*** Opening Records for the exercise ***

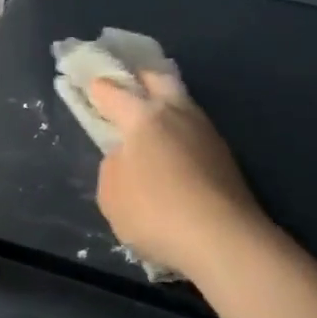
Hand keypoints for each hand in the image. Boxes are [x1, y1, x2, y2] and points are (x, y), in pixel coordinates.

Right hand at [91, 72, 265, 283]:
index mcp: (144, 117)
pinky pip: (194, 132)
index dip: (100, 88)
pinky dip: (180, 133)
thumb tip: (126, 156)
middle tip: (128, 84)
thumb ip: (113, 167)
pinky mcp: (225, 157)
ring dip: (166, 105)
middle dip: (141, 78)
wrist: (223, 239)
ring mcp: (207, 133)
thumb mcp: (111, 195)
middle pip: (159, 80)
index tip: (92, 84)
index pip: (115, 93)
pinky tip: (174, 150)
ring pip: (182, 104)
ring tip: (152, 121)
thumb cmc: (155, 213)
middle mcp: (178, 114)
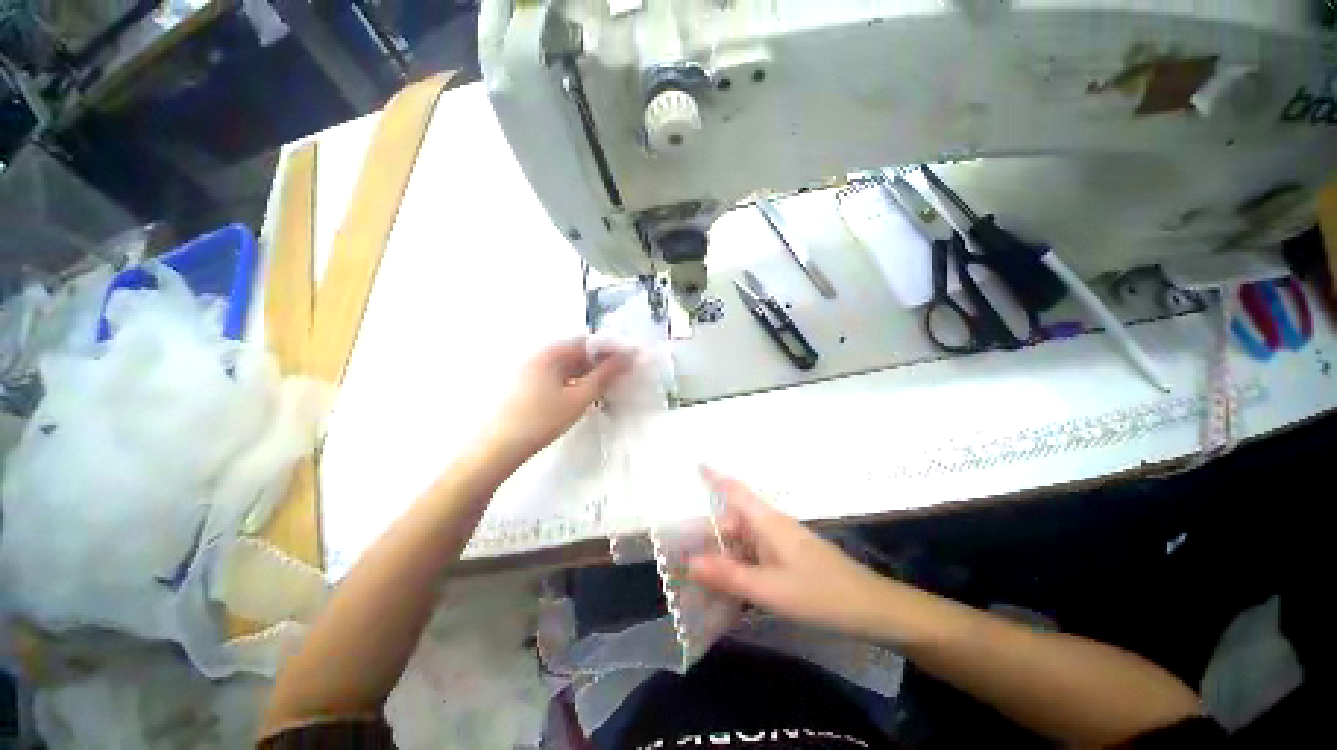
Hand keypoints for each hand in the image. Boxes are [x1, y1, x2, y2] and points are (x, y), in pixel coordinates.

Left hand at [488, 338, 631, 461]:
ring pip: (568, 367)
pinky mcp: (528, 386)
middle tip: (619, 378)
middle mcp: (540, 356)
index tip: (629, 362)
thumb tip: (628, 358)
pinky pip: (558, 377)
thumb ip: (605, 376)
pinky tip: (583, 398)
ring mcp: (532, 371)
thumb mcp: (579, 398)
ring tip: (605, 390)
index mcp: (551, 353)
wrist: (499, 448)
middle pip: (577, 353)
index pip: (588, 342)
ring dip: (588, 375)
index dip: (610, 350)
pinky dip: (574, 383)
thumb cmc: (542, 419)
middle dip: (600, 363)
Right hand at [689, 468, 890, 637]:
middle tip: (679, 557)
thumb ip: (729, 575)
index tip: (696, 463)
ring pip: (741, 542)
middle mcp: (770, 526)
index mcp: (766, 522)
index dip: (714, 476)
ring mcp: (780, 543)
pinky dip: (737, 568)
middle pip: (732, 522)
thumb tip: (689, 562)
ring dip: (721, 555)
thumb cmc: (821, 594)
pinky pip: (753, 557)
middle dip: (707, 535)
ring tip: (696, 575)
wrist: (871, 609)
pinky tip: (726, 586)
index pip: (734, 490)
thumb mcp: (770, 589)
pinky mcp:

*** Closing Records for the exercise ***

> **What is required**
Can you quote exactly the lines from the one containing "ring mcp: (780, 543)" through the last line of the records above, and nothing else?

> **Answer space**
ring mcp: (780, 543)
pinky dip: (737, 568)
middle pip: (732, 522)
thumb tip: (689, 562)
ring dip: (721, 555)
thumb cmc: (821, 594)
pinky pip: (753, 557)
middle dip: (707, 535)
ring tip: (696, 575)
wrist: (871, 609)
pinky tip: (726, 586)
index pip: (734, 490)
thumb mcp: (770, 589)
pinky mcp:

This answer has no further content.